Vous voyez au reste que, avec vötre permission, je vous prends au mot sur l’article que vous m’avez accordé de Mad lle Bourignon : et je crois en effet qu’outre les occasions d’en parler que je viens de dire, les curieux, qui sont bien-aises d’aprendre ce qui se passe d’extraordinaire dans les choses de la nature et dans l’esprit de l’homme, ne seront pas marris de satisfaire en general leur curiosité sur celle-cy : et je m’étonne que nul de Messieurs les journalistes n’en ait encore fait mention : peut-etre a-t-ce été que les livres qui sont necessaires pour en étre informés, n’ont été débités jusqu’icy que tres-rarement, / par des personnes et d’une maniere tres-mal-propres à les rendre publics, et que cependant les hableries vulgaires ont fait passer cela pour des folies ou une espece de fanatisme : ce qui a détourné les gens d’esprit d’y penser. Mais ce n’est pas cela. Si mon loisir ne me permettoit pas de joindre aujourd’huy à cette lettre l’abregé de question [8], il la suivra bientôt. Cependant, Monsieur, j’ay honte de penser à faire paroitre un abregé de ma façon avec les vôtres. Si je le fay, ce sera, (et je vous en supplie de tout mon cœur) avec condition que vous daignerez y ajoûter, ôter, changer, tout ce qu’il vous plaira, luy donner la forme que vous voudrez, et meme y exprimer ou y taire mon nom, et vous obligerez infiniment celuy qui vous recommande de cœur à la grace de Dieu, et qui est, Monsieur votre tres humble et tres obeissant serviteur.

 
P. Poiret

D’Amsterdam le 4 e avril 1685.

A Monsieur/ Monsieur Bayle, professeur/ en philosophie et en Histoire/ A Roterdam •

 

Mémoire communiqué par M. Poiret le 4. avril 1685 touchant la vie et les sentimens de Mademoiselle Antoinette Bourignon.

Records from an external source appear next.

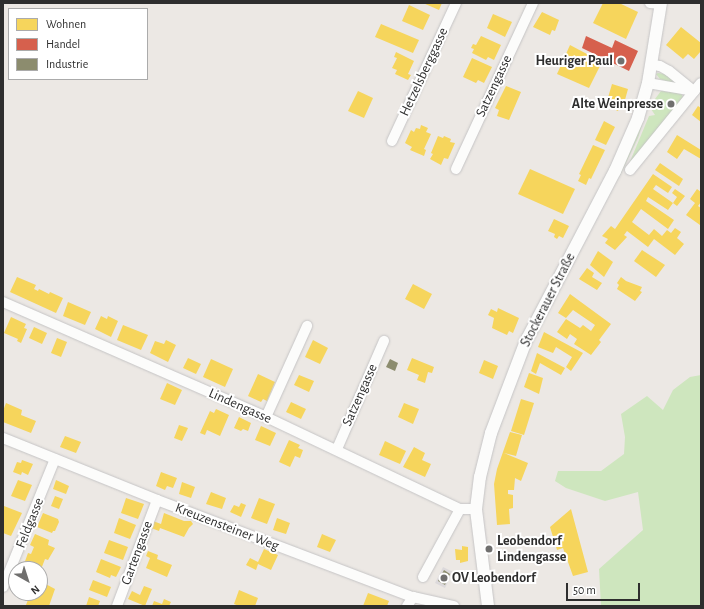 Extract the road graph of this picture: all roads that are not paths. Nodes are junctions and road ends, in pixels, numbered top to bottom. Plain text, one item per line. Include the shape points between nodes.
1 (456, 3) edge
2 (532, 3) edge
3 (657, 3) edge
4 (651, 64) junction
5 (648, 83) junction
6 (701, 83) edge
7 (694, 91) junction
8 (392, 141) dead end
9 (456, 170) dead end
10 (630, 170) dead end
11 (3, 302) edge
12 (308, 326) dead end
13 (384, 341) dead end
14 (266, 417) junction
15 (3, 438) edge
16 (337, 449) junction
17 (55, 459) junction
18 (156, 500) junction
19 (460, 509) junction
20 (476, 509) junction
21 (423, 577) dead end
22 (3, 587) edge
23 (410, 602) edge
24 (120, 605) edge
25 (454, 606) edge
26 (488, 606) edge

1 - 8 street, Hetzelsberggasse
2 - 9 street, Satzengasse
3 - 4 street, Stockerauer Straße
4 - 5 street, Stockerauer Straße
4 - 7 street via 669,71
5 - 7 street
5 - 20 street, Stockerauer Straße via 638,118 616,171 546,301 513,374 491,433 480,477
6 - 7 street
7 - 10 street
11 - 14 street, Lindengasse
12 - 14 street
13 - 16 street, Satzengasse
14 - 16 street, Lindengasse
15 - 17 street, Kreuzensteiner Weg
16 - 19 street, Lindengasse via 389,477
17 - 18 street, Kreuzensteiner Weg
17 - 22 street, Feldgasse
18 - 23 street, Kreuzensteiner Weg
18 - 24 street, Gartengasse
19 - 20 street, Lindengasse
19 - 21 street
20 - 26 street, Stockerauer Straße
23 - 25 street, Kreuzensteiner Weg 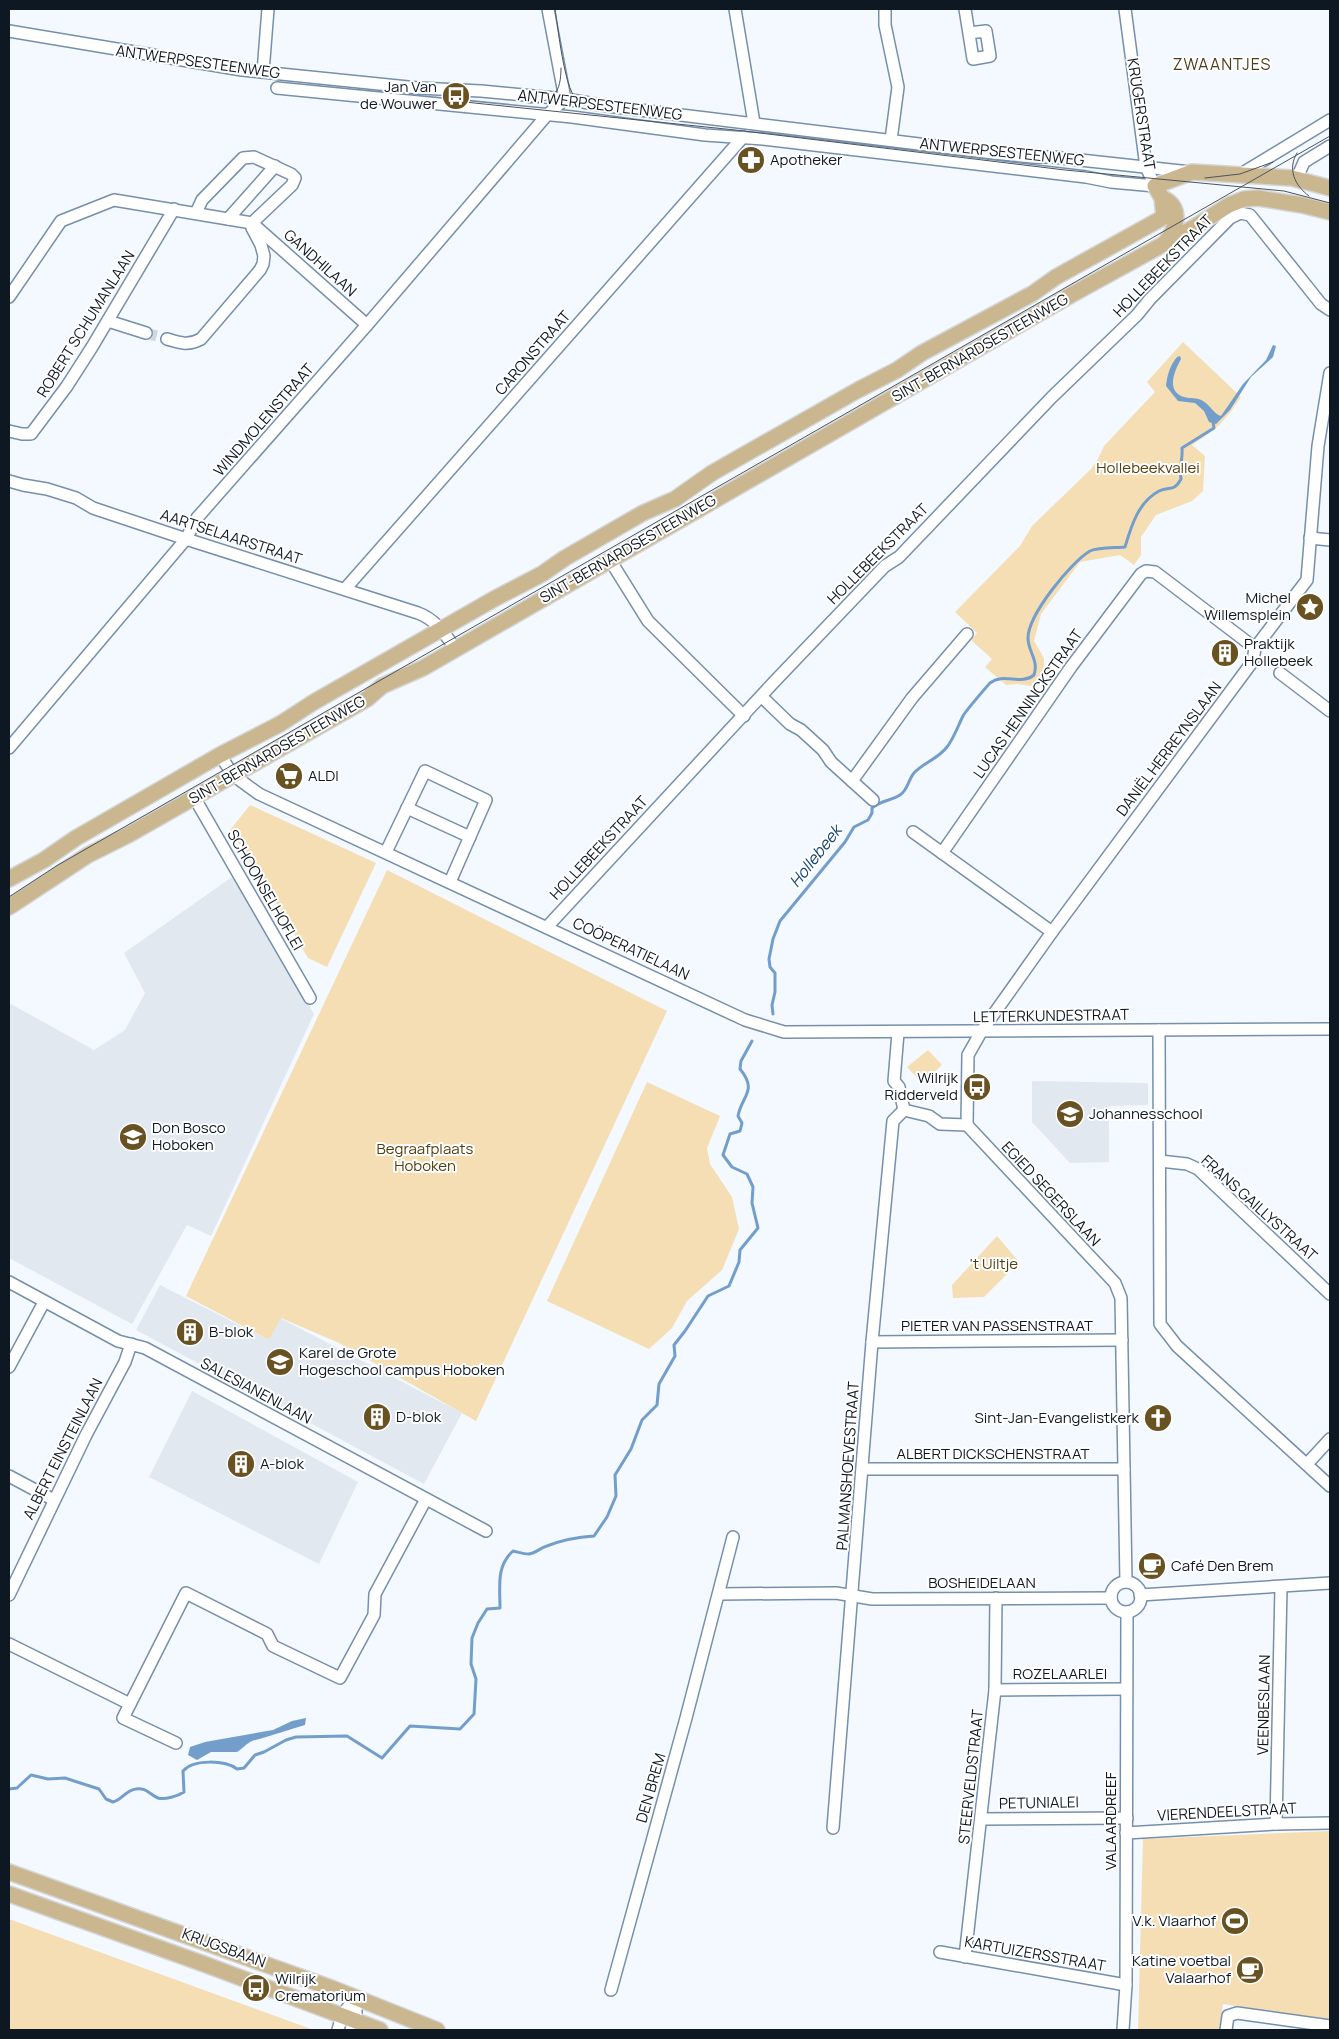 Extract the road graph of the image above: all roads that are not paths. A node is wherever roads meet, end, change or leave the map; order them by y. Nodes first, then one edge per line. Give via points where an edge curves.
1 (268, 9) edge
2 (548, 9) edge
3 (735, 9) edge
4 (885, 9) edge
5 (965, 9) edge
6 (1125, 9) edge
7 (9, 32) edge
8 (969, 33) dead end
9 (263, 72) junction
10 (277, 88) dead end
11 (565, 99) junction
12 (547, 115) junction
13 (1330, 120) edge
14 (754, 123) junction
15 (743, 137) junction
16 (892, 140) junction
17 (1330, 146) edge
18 (275, 166) junction
19 (1146, 167) junction
20 (1192, 172) junction
21 (1241, 174) junction
22 (1297, 178) junction
23 (1126, 184) junction
24 (1330, 188) edge
25 (1159, 192) junction
26 (174, 209) junction
27 (1330, 212) edge
28 (196, 213) junction
29 (228, 219) junction
30 (1169, 221) junction
31 (252, 223) junction
32 (1191, 229) junction
33 (1164, 243) junction
34 (9, 296) edge
35 (1330, 310) edge
36 (108, 321) junction
37 (367, 325) junction
38 (146, 333) tunnel mouth
39 (167, 339) tunnel mouth
40 (1330, 373) edge
41 (9, 431) edge
42 (9, 481) edge
43 (1310, 538) junction
44 (186, 540) junction
45 (1330, 540) edge
46 (610, 560) junction
47 (345, 589) junction
48 (441, 629) junction
49 (967, 634) dead end
50 (455, 648) junction
51 (1255, 648) junction
52 (1280, 673) dead end
53 (762, 697) junction
54 (1330, 711) edge
55 (744, 716) junction
56 (9, 748) edge
57 (220, 755) junction
58 (232, 775) junction
59 (852, 781) junction
60 (194, 798) junction
61 (873, 800) dead end
62 (407, 808) junction
63 (913, 832) dead end
64 (470, 837) junction
65 (386, 852) junction
66 (942, 853) junction
67 (9, 879) edge
68 (450, 882) junction
69 (9, 907) edge
70 (547, 926) junction
71 (1052, 932) junction
72 (310, 998) dead end
73 (1330, 1029) edge
74 (772, 1030) joint
75 (1158, 1030) junction
76 (898, 1032) junction
77 (981, 1032) junction
78 (904, 1110) junction
79 (967, 1125) junction
80 (1160, 1161) junction
81 (9, 1282) edge
82 (1330, 1294) edge
83 (44, 1302) junction
84 (1122, 1340) junction
85 (872, 1342) junction
86 (131, 1344) junction
87 (9, 1367) edge
88 (1330, 1439) edge
89 (1307, 1464) junction
90 (863, 1469) junction
91 (1124, 1469) junction
92 (9, 1476) edge
93 (1330, 1486) edge
94 (426, 1499) junction
95 (54, 1500) junction
96 (486, 1531) dead end
97 (733, 1537) dead end
98 (1126, 1582) junction
99 (1330, 1583) edge
100 (1281, 1587) junction
101 (719, 1594) junction
102 (9, 1595) edge
103 (853, 1595) junction
104 (1140, 1595) junction
105 (996, 1598) junction
106 (1111, 1598) junction
107 (1127, 1612) junction
108 (9, 1644) edge
109 (1126, 1689) junction
110 (995, 1690) junction
111 (130, 1704) junction
112 (176, 1743) dead end
113 (1127, 1818) junction
114 (982, 1819) junction
115 (1330, 1823) edge
116 (1276, 1824) junction
117 (833, 1828) dead end
118 (1126, 1833) junction
119 (9, 1872) edge
120 (9, 1894) edge
121 (940, 1952) dead end
122 (965, 1957) junction
123 (1126, 1985) junction
124 (611, 1990) dead end
125 (356, 1997) junction
126 (342, 2015) junction
127 (354, 2026) edge
128 (1330, 2026) edge
129 (338, 2030) edge
130 (380, 2030) edge
131 (438, 2030) edge
132 (1123, 2030) edge
133 (1226, 2030) edge

1 - 9 street
2 - 11 street
3 - 14 street
4 - 16 street via 885,25 898,87
5 - 8 street
6 - 19 street, KRUGERSTRAAT
7 - 9 street, ANTWERPSESTEENWEG via 202,65
9 - 11 street, ANTWERPSESTEENWEG
10 - 12 street, ANTWERPSESTEENWEG
11 - 12 street, WINDMOLENSTRAAT
11 - 14 street, ANTWERPSESTEENWEG
12 - 15 street, ANTWERPSESTEENWEG
12 - 37 street, WINDMOLENSTRAAT
13 - 21 street
14 - 16 street, ANTWERPSESTEENWEG
15 - 23 street, ANTWERPSESTEENWEG
15 - 47 street, CARONSTRAAT
16 - 19 street, ANTWERPSESTEENWEG
17 - 22 street via 1304,162
18 - 28 street via 254,157 244,158 202,200
18 - 29 street
18 - 31 street via 295,178
19 - 20 street, ANTWERPSESTEENWEG
19 - 23 street via 1138,180
19 - 25 street, KRUGERSTRAAT
20 - 21 main road, ANTWERPSESTEENWEG
20 - 25 main road, ANTWERPSESTEENWEG
21 - 22 main road, ANTWERPSESTEENWEG
22 - 24 main road, ANTWERPSESTEENWEG
23 - 25 street, ANTWERPSESTEENWEG
25 - 30 main road, KRUGERSTRAAT
26 - 28 street
26 - 34 street via 114,200 61,221
26 - 36 street, ROBERT SCHUMANLAAN
27 - 32 main road, SINT-BERNARDSESTEENWEG via 1302,204 1251,198 1229,205
28 - 29 street
29 - 31 street
30 - 32 main road
30 - 33 main road via 1170,236
30 - 48 main road, SINT-BERNARDSESTEENWEG via 1056,277 1032,294 712,473 675,499
31 - 37 street, GANDHILAAN
31 - 39 street, GANDHILAAN via 264,256 260,270 192,344
32 - 33 main road, SINT-BERNARDSESTEENWEG
33 - 46 main road, SINT-BERNARDSESTEENWEG
35 - 53 street, HOLLEBEEKSTRAAT via 1321,304 1250,215 1240,213 1230,218 980,470 899,557 885,566
36 - 38 street
36 - 41 street, ROBERT SCHUMANLAAN via 67,386 31,434
37 - 44 street, WINDMOLENSTRAAT via 197,518
40 - 43 street, DANIËL HERREYNSLAAN via 1318,446
42 - 44 street, AARTSELAARSTRAAT via 76,498 93,508
43 - 45 street
43 - 51 street, DANIËL HERREYNSLAAN via 1306,580
44 - 47 street, AARTSELAARSTRAAT
44 - 56 street, WINDMOLENSTRAAT
46 - 50 main road, SINT-BERNARDSESTEENWEG
46 - 55 street via 648,621
47 - 48 street, AARTSELAARSTRAAT via 424,615
48 - 50 street, AARTSELAARSTRAAT
48 - 57 main road, SINT-BERNARDSESTEENWEG via 280,724
49 - 59 street via 912,698
50 - 58 main road, SINT-BERNARDSESTEENWEG via 423,668 382,686 367,699
51 - 66 street, LUCAS HENNINCKSTRAAT via 1154,572 1141,574 1071,667
51 - 71 street, DANIËL HERREYNSLAAN via 1253,661
52 - 54 street
53 - 55 street, HOLLEBEEKSTRAAT
53 - 59 street via 823,750
55 - 70 street, HOLLEBEEKSTRAAT
57 - 58 street, COÖPERATIELAAN
57 - 67 main road, SINT-BERNARDSESTEENWEG
58 - 60 main road, SINT-BERNARDSESTEENWEG
58 - 65 street, COÖPERATIELAAN via 259,794
59 - 61 street
60 - 69 main road, SINT-BERNARDSESTEENWEG via 88,855
60 - 72 street, SCHOONSELHOFLEI
62 - 64 street
62 - 64 street via 425,771 486,800
62 - 65 street
63 - 66 street
64 - 68 street
65 - 68 street, COÖPERATIELAAN
66 - 71 street
68 - 70 street, COÖPERATIELAAN
70 - 74 street, COÖPERATIELAAN
71 - 77 street, DANIËL HERREYNSLAAN
73 - 75 street, LETTERKUNDESTRAAT
74 - 76 street, LETTERKUNDESTRAAT
75 - 77 street, LETTERKUNDESTRAAT
75 - 80 street
76 - 77 street, LETTERKUNDESTRAAT
76 - 78 street via 894,1081
77 - 79 street, DANIËL HERREYNSLAAN via 968,1055
78 - 79 street via 930,1116 940,1124
78 - 85 street, PALMANSHOEVESTRAAT via 893,1121
79 - 84 street, EGIED SEGERSLAAN via 1115,1284 1121,1298
80 - 82 street, FRANS GAILLYSTRAAT via 1187,1164 1198,1169
80 - 89 street via 1160,1324 1177,1346
81 - 83 street, SALESIANENLAAN
83 - 86 street, SALESIANENLAAN via 118,1341
83 - 87 street
84 - 85 street, PIETER VAN PASSENSTRAAT
84 - 91 street
85 - 90 street, PALMANSHOEVESTRAAT
86 - 94 street, SALESIANENLAAN via 145,1348
86 - 95 street, ALBERT EINSTEINLAAN
88 - 89 street
89 - 93 street
90 - 91 street, ALBERT DICKSCHENSTRAAT
90 - 103 street, PALMANSHOEVESTRAAT
91 - 98 street
92 - 95 street
94 - 96 street, SALESIANENLAAN
94 - 111 street via 375,1594 374,1615 340,1678 273,1646 267,1634 186,1592
95 - 102 street, ALBERT EINSTEINLAAN
97 - 101 street, DEN BREM
98 - 104 street via 1136,1586
98 - 106 street via 1117,1585
99 - 100 street
100 - 104 street
100 - 116 street, VEENBESLAAN
101 - 103 street
101 - 124 street, DEN BREM
103 - 105 street, BOSHEIDELAAN via 872,1599
103 - 117 street, PALMANSHOEVESTRAAT
104 - 107 street via 1138,1605
105 - 106 street, BOSHEIDELAAN
105 - 110 street, STEERVELDSTRAAT
106 - 107 street via 1115,1607
107 - 109 street, VALAARDREEF
108 - 111 street
109 - 110 street, ROZELAARLEI
109 - 113 street, VALAARDREEF
110 - 114 street, STEERVELDSTRAAT
111 - 112 street via 123,1718
113 - 114 street, PETUNIALEI
113 - 118 street, VALAARDREEF
114 - 122 street, STEERVELDSTRAAT
115 - 116 street, VIERENDEELSTRAAT
116 - 118 street, VIERENDEELSTRAAT
118 - 123 street, VALAARDREEF
119 - 125 main road, KRIJGSBAAN
120 - 126 main road, KRIJGSBAAN
121 - 122 street, KARTUIZERSSTRAAT
122 - 123 street, KARTUIZERSSTRAAT
123 - 132 street, VALAARDREEF
125 - 126 street
125 - 127 street
125 - 131 main road, KRIJGSBAAN
126 - 127 main road, KRIJGSBAAN
126 - 129 street
127 - 130 main road, KRIJGSBAAN
128 - 133 street via 1237,2013 1228,2016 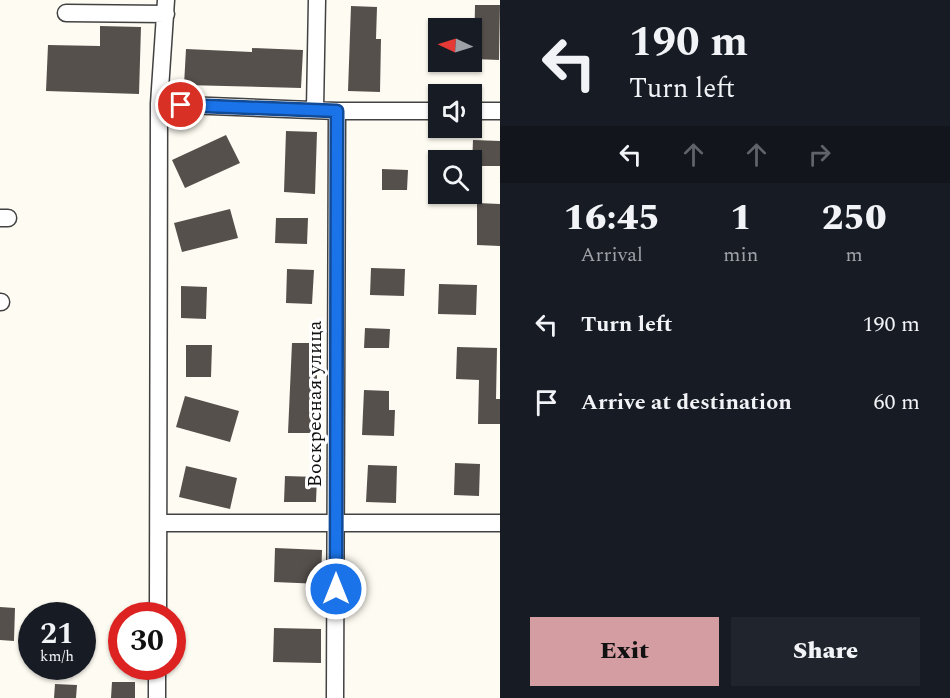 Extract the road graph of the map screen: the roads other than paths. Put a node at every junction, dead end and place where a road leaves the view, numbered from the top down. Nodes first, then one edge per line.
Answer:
1 (317, 0) edge
2 (166, 7) edge
3 (66, 13) dead end
4 (159, 104) junction
5 (315, 109) junction
6 (337, 111) junction
7 (428, 111) edge
8 (482, 111) edge
9 (500, 111) edge
10 (159, 523) junction
11 (336, 523) junction
12 (500, 523) edge
13 (158, 602) edge
14 (158, 680) edge
15 (157, 698) edge
16 (335, 698) edge

1 - 5 street
2 - 3 street
2 - 4 street
4 - 5 street
4 - 10 street
5 - 6 street
6 - 7 street
6 - 11 street, Воскресная улица
8 - 9 street
10 - 11 street
10 - 13 street
11 - 12 street
11 - 16 street, Воскресная улица
14 - 15 street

[Histoire de Mlle Bourignon.] Pour satisfaire la curiosité de ceux qui seront bien-aises de savoir quelque chose de certain, touchant cette demoiselle qui a tant écrit, et dont on a fait courir des bruits si differens, je m’en suis exactement informé, tant par ses propres ecrits, et par l’histoire de sa vie publiée depuis peu, que des personnes qui l’ont pratiquée. De mille choses nouvelles et assez extraordinaires, en voici, pour être court, quelques-unes des principales, qui concernent sa vie et la substance de ses sentimens.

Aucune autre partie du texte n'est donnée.